WHAT YOU ARE ASKED TO DO:
Go through the entries below and give the number of lines that have the string "nodes", and only that.

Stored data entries
_ _ _ _

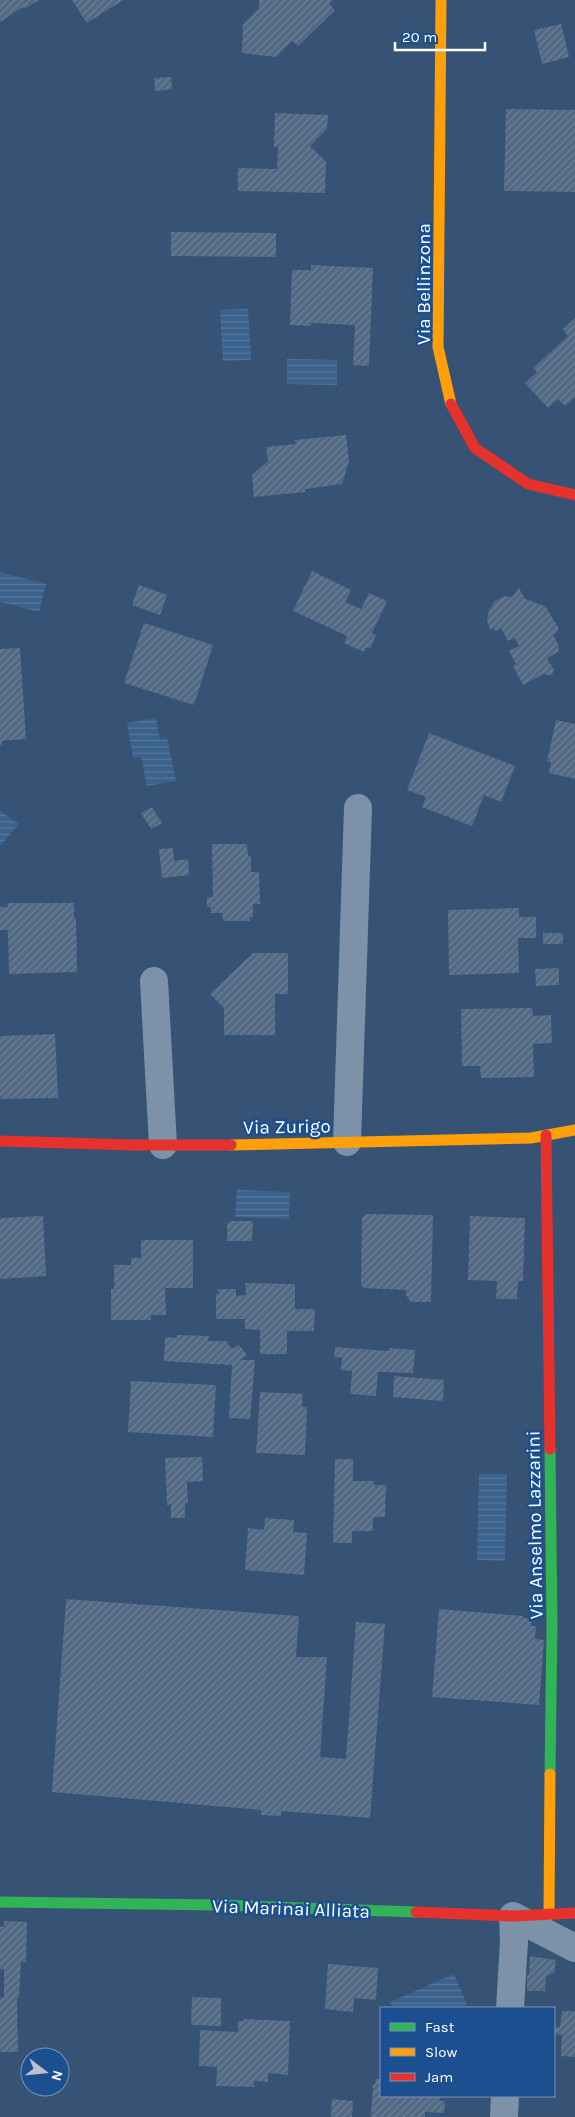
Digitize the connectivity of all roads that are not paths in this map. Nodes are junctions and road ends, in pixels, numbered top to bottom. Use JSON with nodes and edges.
{"nodes":[{"id":1,"x":441,"y":0,"type":"edge"},
{"id":2,"x":575,"y":495,"type":"edge"},
{"id":3,"x":358,"y":808,"type":"dead end"},
{"id":4,"x":154,"y":981,"type":"dead end"},
{"id":5,"x":575,"y":1130,"type":"edge"},
{"id":6,"x":546,"y":1135,"type":"junction"},
{"id":7,"x":0,"y":1141,"type":"edge"},
{"id":8,"x":347,"y":1142,"type":"junction"},
{"id":9,"x":163,"y":1145,"type":"junction"},
{"id":10,"x":0,"y":1902,"type":"edge"},
{"id":11,"x":575,"y":1914,"type":"edge"},
{"id":12,"x":549,"y":1915,"type":"junction"},
{"id":13,"x":513,"y":1916,"type":"junction"},
{"id":14,"x":575,"y":1948,"type":"edge"},
{"id":15,"x":510,"y":2007,"type":"edge"},
{"id":16,"x":505,"y":2097,"type":"edge"},
{"id":17,"x":504,"y":2117,"type":"edge"}],
"edges":[{"from":1,"to":2,"type":"street","name":"Via Bellinzona"},
{"from":3,"to":8,"type":"street"},
{"from":4,"to":9,"type":"street"},
{"from":5,"to":6,"type":"street","name":"Via Zurigo"},
{"from":6,"to":8,"type":"street","name":"Via Zurigo"},
{"from":6,"to":12,"type":"street","name":"Via Anselmo Lazzarini"},
{"from":7,"to":9,"type":"street","name":"Via Zurigo"},
{"from":8,"to":9,"type":"street","name":"Via Zurigo"},
{"from":10,"to":13,"type":"street","name":"Via Marinai Alliata"},
{"from":11,"to":12,"type":"street"},
{"from":12,"to":13,"type":"street"},
{"from":13,"to":14,"type":"street","name":"Via Marinai Alliata"},
{"from":13,"to":15,"type":"street"},
{"from":16,"to":17,"type":"street"}]}
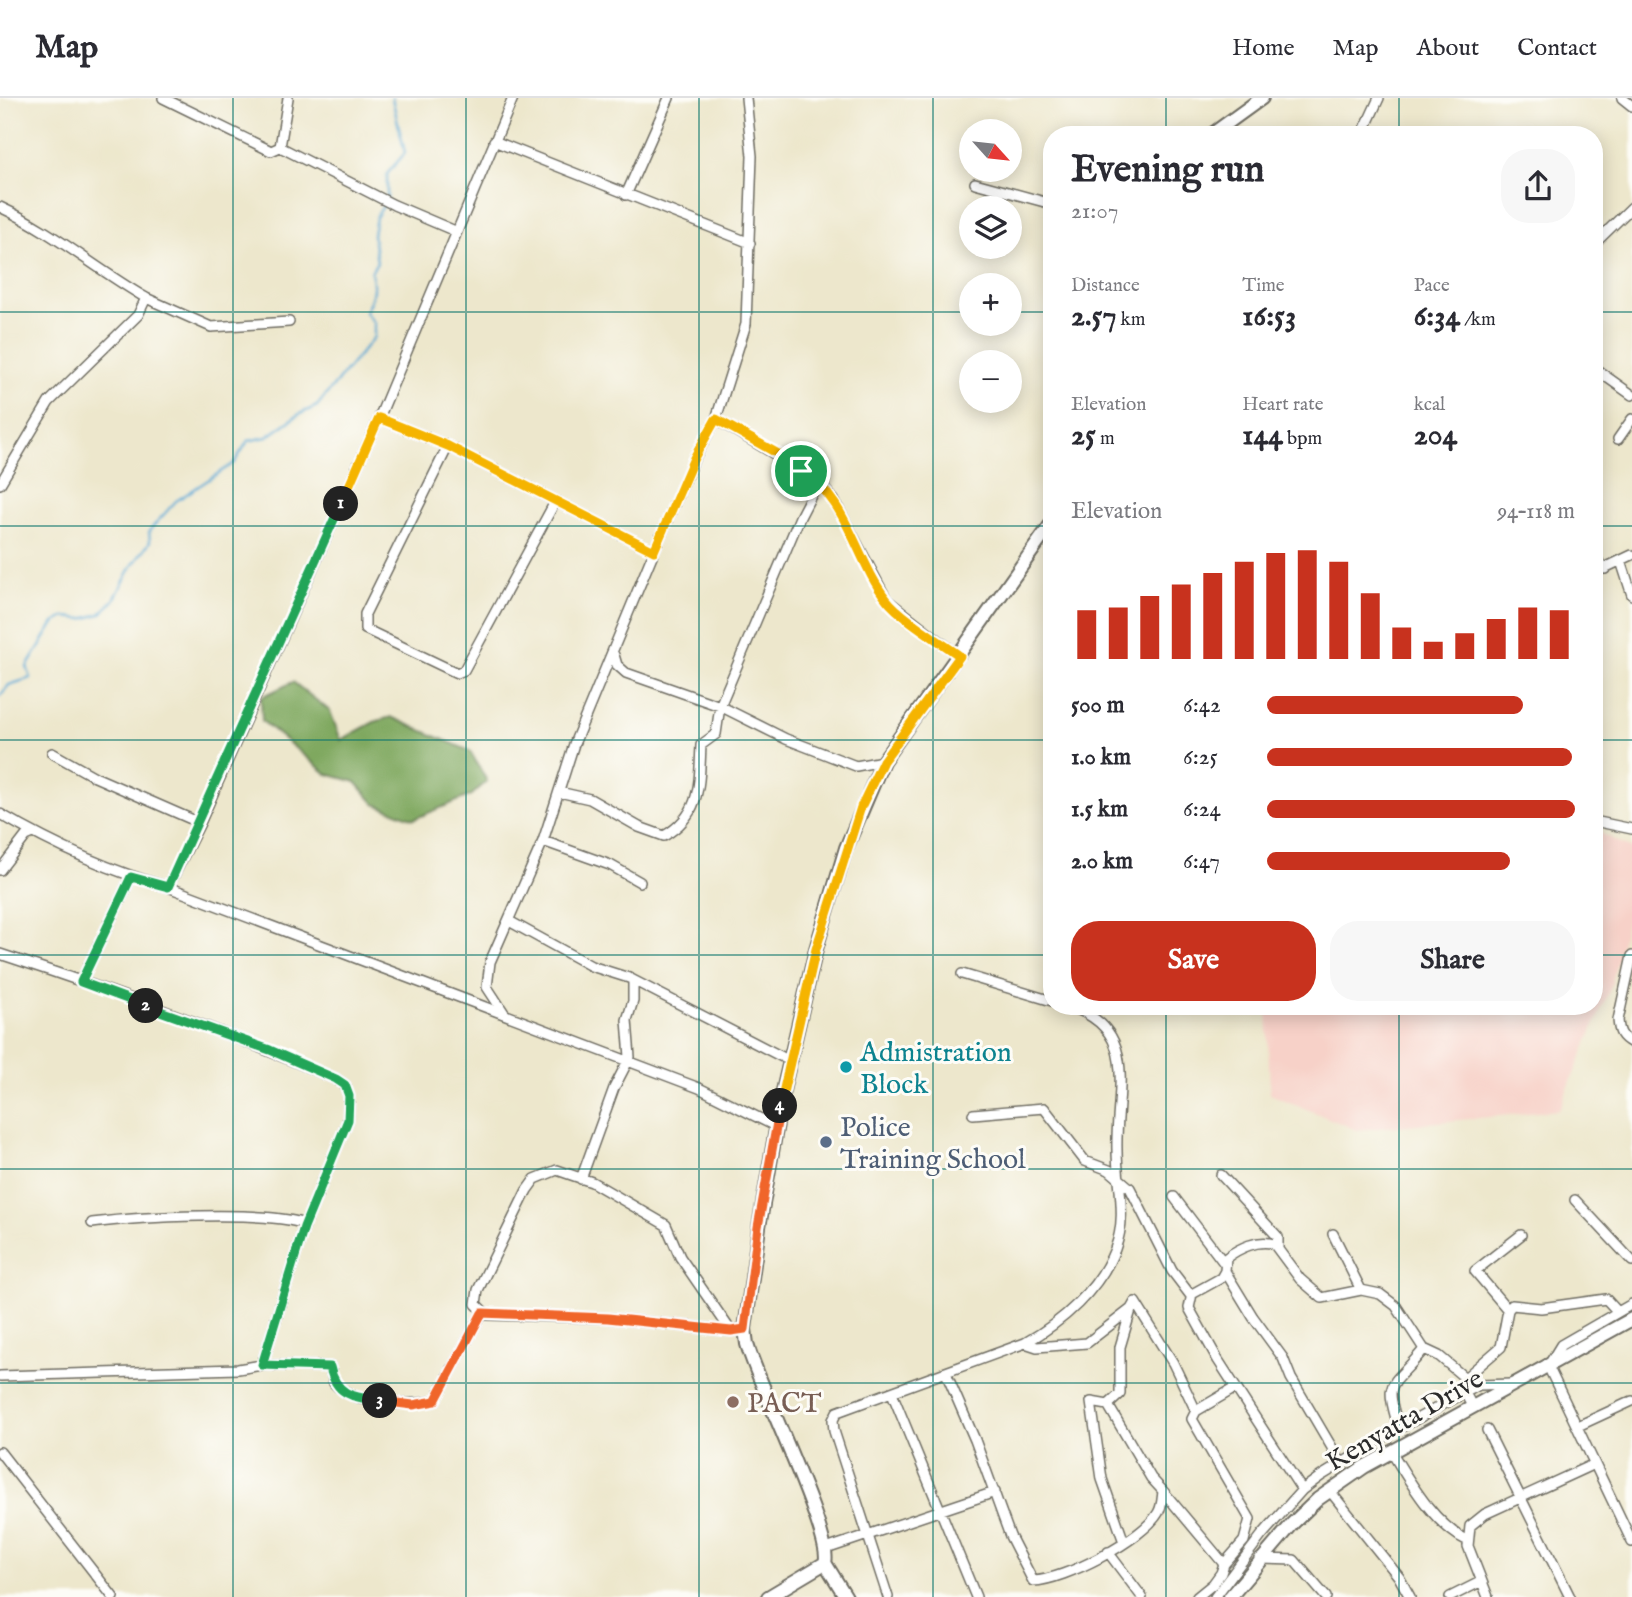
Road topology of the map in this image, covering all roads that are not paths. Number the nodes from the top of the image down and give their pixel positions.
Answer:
1 (163, 98) edge
2 (288, 98) edge
3 (513, 98) edge
4 (669, 98) edge
5 (746, 98) edge
6 (1262, 98) edge
7 (1379, 98) edge
8 (1622, 98) edge
9 (1632, 106) edge
10 (1224, 126) edge
11 (1367, 126) edge
12 (494, 141) junction
13 (280, 146) junction
14 (975, 183) dead end
15 (626, 195) junction
16 (1043, 202) edge
17 (0, 207) edge
18 (1632, 207) edge
19 (455, 231) junction
20 (1603, 235) edge
21 (750, 243) junction
22 (146, 298) junction
23 (289, 322) dead end
24 (1603, 375) edge
25 (1632, 395) edge
26 (379, 418) junction
27 (716, 419) junction
28 (1632, 419) edge
29 (1618, 439) dead end
30 (448, 446) junction
31 (816, 479) junction
32 (0, 484) edge
33 (555, 502) junction
34 (1043, 536) edge
35 (654, 551) junction
36 (1632, 555) edge
37 (1620, 561) junction
38 (1605, 569) edge
39 (1632, 595) edge
40 (614, 653) junction
41 (960, 656) junction
42 (720, 706) junction
43 (52, 753) dead end
44 (883, 761) junction
45 (559, 792) junction
46 (0, 814) edge
47 (200, 823) junction
48 (1603, 823) edge
49 (1632, 829) edge
50 (33, 833) junction
51 (543, 841) junction
52 (0, 870) edge
53 (131, 877) junction
54 (640, 882) dead end
55 (168, 887) junction
56 (509, 921) junction
57 (1, 956) edge
58 (1632, 956) edge
59 (962, 974) dead end
60 (634, 980) junction
61 (81, 982) junction
62 (1043, 998) edge
63 (505, 1013) junction
64 (1087, 1015) edge
65 (1632, 1043) edge
66 (626, 1060) junction
67 (790, 1061) junction
68 (974, 1114) dead end
69 (777, 1127) junction
70 (1221, 1175) dead end
71 (580, 1179) junction
72 (1120, 1179) junction
73 (1174, 1197) dead end
74 (1575, 1200) dead end
75 (92, 1223) dead end
76 (305, 1224) junction
77 (1333, 1234) dead end
78 (1521, 1235) dead end
79 (1278, 1248) junction
80 (1632, 1261) edge
81 (1224, 1267) junction
82 (1361, 1290) junction
83 (1191, 1296) junction
84 (1632, 1304) edge
85 (1131, 1308) junction
86 (1508, 1310) junction
87 (1618, 1312) junction
88 (482, 1313) junction
89 (1632, 1319) edge
90 (745, 1329) junction
91 (731, 1331) junction
92 (1025, 1343) junction
93 (1424, 1349) junction
94 (1548, 1363) junction
95 (262, 1365) junction
96 (946, 1373) junction
97 (0, 1376) edge
98 (1465, 1378) junction
99 (1512, 1384) junction
100 (1235, 1388) junction
101 (891, 1393) junction
102 (1465, 1394) junction
103 (1108, 1405) junction
104 (1630, 1405) edge
105 (1472, 1406) junction
106 (1196, 1411) junction
107 (1578, 1426) junction
108 (1399, 1428) junction
109 (1487, 1430) dead end
110 (1391, 1451) junction
111 (0, 1452) edge
112 (1341, 1463) junction
113 (1594, 1464) junction
114 (1302, 1490) junction
115 (1330, 1491) junction
116 (995, 1492) junction
117 (1163, 1492) junction
118 (1519, 1497) junction
119 (939, 1508) junction
120 (866, 1534) junction
121 (1468, 1541) junction
122 (1124, 1542) junction
123 (1632, 1542) edge
124 (826, 1549) junction
125 (1108, 1552) junction
126 (1259, 1559) junction
127 (825, 1563) junction
128 (1224, 1563) junction
129 (1480, 1582) junction
130 (113, 1597) edge
131 (768, 1597) edge
132 (846, 1597) edge
133 (888, 1597) edge
134 (976, 1597) edge
135 (1142, 1597) edge
136 (1197, 1597) edge
137 (1215, 1597) edge
138 (1230, 1597) edge
139 (1326, 1597) edge
140 (1410, 1597) edge
141 (1450, 1597) edge
142 (1488, 1597) edge
143 (1570, 1597) edge

1 - 13 street
2 - 13 street
3 - 12 street
4 - 15 street
5 - 21 street
6 - 10 street
7 - 11 street
8 - 9 street
12 - 15 street
12 - 19 street
13 - 19 street
14 - 16 street
15 - 21 street
17 - 22 street
18 - 20 street
19 - 26 street
21 - 27 street
22 - 23 street
22 - 32 street
24 - 25 street
26 - 30 street
26 - 47 street
27 - 31 street
27 - 35 street
28 - 29 street
30 - 33 street
30 - 33 street
31 - 41 street
31 - 42 street
33 - 35 street
34 - 41 street
35 - 40 street
36 - 37 street
37 - 38 street
37 - 39 street
40 - 42 street
40 - 45 street
41 - 44 street
42 - 44 street
42 - 45 street
43 - 47 street
44 - 67 street
45 - 51 street
46 - 50 street
47 - 55 street
48 - 49 street
50 - 52 street
50 - 53 street
51 - 54 street
51 - 56 street
53 - 55 street
53 - 61 street
55 - 63 street
56 - 60 street
56 - 63 street
57 - 61 street
58 - 65 street
59 - 62 street
60 - 66 street
60 - 67 street
61 - 76 street
63 - 66 street
64 - 72 street
66 - 69 street
66 - 71 street
67 - 69 street
68 - 72 street
69 - 90 street
70 - 79 street
71 - 88 street
71 - 91 street
72 - 83 street
72 - 92 street
73 - 81 street
74 - 80 street
75 - 76 street
76 - 95 street
77 - 82 street
78 - 86 street
79 - 81 street
79 - 82 street
81 - 83 street
81 - 112 street
82 - 93 street
83 - 100 street
84 - 87 street
85 - 92 street
85 - 103 street
85 - 106 street
86 - 87 street
86 - 98 street
87 - 94 street
88 - 91 street
88 - 95 street
89 - 94 street, Kenyatta Drive
90 - 91 street
90 - 124 street
92 - 96 street
93 - 98 street
93 - 108 street
94 - 99 street, Kenyatta Drive
94 - 107 street
95 - 97 street
96 - 101 street
96 - 116 street
98 - 102 street
99 - 102 street
99 - 105 street, Kenyatta Drive
100 - 106 street
100 - 114 street
101 - 119 street
101 - 120 street
102 - 105 street
102 - 108 street
103 - 117 street
103 - 122 street
104 - 107 street
105 - 110 street, Kenyatta Drive
106 - 128 street
107 - 113 street
108 - 112 street
109 - 118 street
110 - 115 street, Kenyatta Drive
110 - 121 street
111 - 130 street
112 - 114 street
113 - 118 street
113 - 123 street
114 - 137 street
115 - 126 street, Kenyatta Drive
115 - 140 street
116 - 119 street
116 - 125 street
117 - 122 street
117 - 128 street
118 - 121 street
118 - 143 street
119 - 120 street
119 - 134 street
120 - 124 street
120 - 133 street
121 - 129 street
122 - 125 street
124 - 127 street
125 - 135 street
126 - 138 street, Kenyatta Drive
126 - 139 street
127 - 131 street
127 - 132 street
128 - 136 street
129 - 141 street
129 - 142 street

_ _ _ _

EXERCISE RESULT:
3